Dans son ensemble, la pêche en Afrique de l'Ouest a donc des craintes par rapport aux niveaux d'exploitation actuels des petits pélagiques. Ce qu'il nous faut aujourd'hui, c'est l'application de limites claires en matière de captures de petits pélagiques, et aussi l'application de conditions claires d'accès. J'ai déjà parlé des problèmes des captures accessoires existant avec les chalutiers usines étrangers, dans un objectif de promotion de la pêche durable, on pourrait par exemple faire en sorte de donner un accès en priorité à ceux qui utilisent des engins de pêche sélectifs.

Il me semble aussi, du fait de l'importance des petits pélagiques pour la sécurité alimentaire, qu'on ne devrait pas traiter de la même manière une pêche qui est destinée à la consommation humaine, et une pêche qui est destinée à faire de la farine de poisson pour nourrir le bétail, surtout quand il peut y avoir compétition entre ces deux types d'exploitation.

Q : Mais la production d'aliments pour l'aquaculture en Afrique, n'est-elle pas une condition importante pour le développement de l'aquaculture locale, ce qui est promu par des organismes comme le NEPAD ou la FAO, etc. ?

Effectivement, il y a aujourd'hui une nécessité de développer l'aquaculture, mais avant tout dans une perspective de sécurité alimentaire pour les populations africaines. Dans de nombreux pays africains, nous avons des conditions naturelles propices au développement de l'aquaculture : un grand nombre de lacs, de fleuves, des bassins de rétention… Nous avons aussi des sous produits agricoles et de pêche qui pourraient servir d'aliment pour les poissons d'aquaculture : déchets de poisson, son de riz, tourteau d'arachide, etc.

Ceci dit, ce n'est pas une solution de développer une aquaculture s'appuyant, pour l'alimentation des espèces cultivées, sur l'exploitation des stocks sauvages de petits pélagiques qui montrent des signes de surexploitation et qui, eux-mêmes, sont un élément central permettant d'assurer cette sécurité alimentaire.

Ceci est encore plus vrai si l'on considère qu'il faut en moyenne quatre kilos de poissons sauvages, réduits en farine, pour faire un kilo de poisson d'élevage.

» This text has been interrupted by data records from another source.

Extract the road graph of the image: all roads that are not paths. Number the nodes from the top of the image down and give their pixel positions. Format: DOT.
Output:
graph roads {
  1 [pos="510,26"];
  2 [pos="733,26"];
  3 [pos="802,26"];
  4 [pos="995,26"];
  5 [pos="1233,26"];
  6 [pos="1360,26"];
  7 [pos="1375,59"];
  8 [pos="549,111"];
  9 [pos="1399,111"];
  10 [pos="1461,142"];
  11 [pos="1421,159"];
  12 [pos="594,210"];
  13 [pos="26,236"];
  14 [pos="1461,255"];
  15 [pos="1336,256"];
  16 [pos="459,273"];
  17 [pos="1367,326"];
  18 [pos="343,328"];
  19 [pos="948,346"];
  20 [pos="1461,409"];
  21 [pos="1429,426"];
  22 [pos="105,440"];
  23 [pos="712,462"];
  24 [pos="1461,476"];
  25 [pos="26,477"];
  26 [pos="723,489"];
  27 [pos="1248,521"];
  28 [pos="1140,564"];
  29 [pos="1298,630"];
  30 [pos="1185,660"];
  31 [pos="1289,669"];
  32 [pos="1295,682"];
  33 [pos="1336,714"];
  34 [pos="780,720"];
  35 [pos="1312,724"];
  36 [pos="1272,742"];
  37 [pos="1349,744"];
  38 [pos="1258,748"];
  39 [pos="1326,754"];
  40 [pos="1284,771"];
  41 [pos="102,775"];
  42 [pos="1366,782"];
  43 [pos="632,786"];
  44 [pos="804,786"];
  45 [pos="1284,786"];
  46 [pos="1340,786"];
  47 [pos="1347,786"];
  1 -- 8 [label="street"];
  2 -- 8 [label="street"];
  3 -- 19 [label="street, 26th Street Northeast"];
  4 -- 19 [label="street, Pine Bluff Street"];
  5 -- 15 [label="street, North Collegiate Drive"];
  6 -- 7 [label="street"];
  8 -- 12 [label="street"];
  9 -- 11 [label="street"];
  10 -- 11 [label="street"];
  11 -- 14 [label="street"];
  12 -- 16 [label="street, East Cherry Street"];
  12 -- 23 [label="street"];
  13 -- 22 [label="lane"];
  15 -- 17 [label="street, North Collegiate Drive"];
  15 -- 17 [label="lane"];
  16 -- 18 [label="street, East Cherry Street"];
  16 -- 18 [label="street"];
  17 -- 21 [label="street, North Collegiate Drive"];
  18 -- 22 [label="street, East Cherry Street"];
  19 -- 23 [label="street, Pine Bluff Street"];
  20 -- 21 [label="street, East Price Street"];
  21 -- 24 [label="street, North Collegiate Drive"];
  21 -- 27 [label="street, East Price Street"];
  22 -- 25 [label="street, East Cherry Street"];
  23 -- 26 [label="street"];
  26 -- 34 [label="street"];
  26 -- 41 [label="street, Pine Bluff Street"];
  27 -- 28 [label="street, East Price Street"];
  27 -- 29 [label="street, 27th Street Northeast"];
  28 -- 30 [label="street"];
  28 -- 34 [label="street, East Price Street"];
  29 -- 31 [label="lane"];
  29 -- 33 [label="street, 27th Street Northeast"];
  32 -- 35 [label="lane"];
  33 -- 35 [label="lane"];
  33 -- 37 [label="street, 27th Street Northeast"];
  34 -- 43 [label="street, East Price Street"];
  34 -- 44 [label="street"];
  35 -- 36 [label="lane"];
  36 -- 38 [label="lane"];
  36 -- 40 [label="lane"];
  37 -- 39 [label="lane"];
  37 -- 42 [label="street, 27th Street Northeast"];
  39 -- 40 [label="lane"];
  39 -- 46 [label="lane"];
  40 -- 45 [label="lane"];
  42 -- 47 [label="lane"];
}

Ce serait vraiment un mauvais calcul de s'engager dans cette voie.

Ce qu'il nous faut, c'est une aquaculture basée sur des espèces qui ne demandent pas une nourriture à base de poissons sauvages, qui soit adaptée aux demandes des marchés locaux et régionaux, et qui ne soit pas basée sur une exploitation non durable de nos stocks de petits pélagiques.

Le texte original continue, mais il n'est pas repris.